Effectiveness of Selling Micronutrient Sprinkles in Rural Kenya (NICHE)

Diarrhea, Malaria, Anemia, and Helminthiasis Prevention Through Household-based Interventions in Rural Western Kenya: the Nyando Integrated Child Health and Education (NICHE) Project

The purpose of the study is to evaluate the effectiveness of household-based distribution of evidence-based health products and to measure the health impact of these combined interventions on a population basis.

Study Overview

Status

Completed

Detailed Description

Nyanza Province has the highest mortality rates for infants and children under 5 years of age and the highest HIV prevalence rates in Kenya. Burden of disease in western Kenya is further characterized by endemic malaria transmission, diarrheal diseases due to poor access to safe water, and iron deficiency anemia (IDA) in over 60% of children. Access to health interventions in rural Nyanza Province is poor due to limited transportation and communication infrastructure. Delivery of household-based interventions through local institutions offers the potential for increased utilization and improved health outcomes in rural areas. The Centers for Disease Control and Prevention (CDC) in partnership with the Rotary-supported Safe Water and AIDS Project (SWAP), initiated a program in 2007 that combines household, clinic, school, and local commercial distribution approaches to increase access to various evidence-based health products (WaterGuard(TM) and PuR(TM) water disinfectant products, water storage containers, soap, insecticide treated bednets, micronutrient Sprinkles(TM), and albendazole) and measures the health impact of these combined interventions on a population basis.

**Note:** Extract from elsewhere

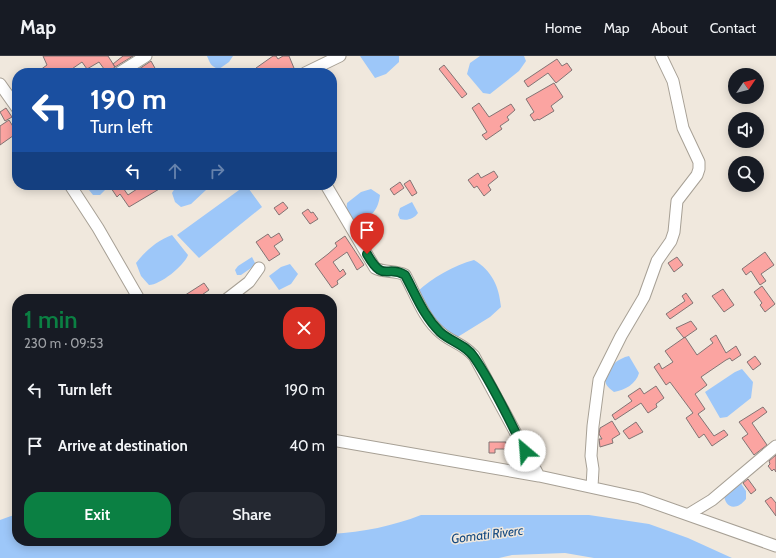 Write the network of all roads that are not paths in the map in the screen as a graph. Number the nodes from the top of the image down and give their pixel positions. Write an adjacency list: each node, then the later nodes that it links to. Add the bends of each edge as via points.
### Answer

Evaluation of the intervention will take place over 36 months and will include: 1) baseline and follow-up cross sectional surveys among households in communities visited by SWAP for purchase of products; 2) active household surveillance of diarrhea, febrile illness and Sprinkles(TM) usage; 3) testing of hemoglobin and iron status and anthropometry measurement among children aged 6-35 months; 4) focus groups and targeted interviews to assess the acceptability of health products; and 5) other program evaluation methods.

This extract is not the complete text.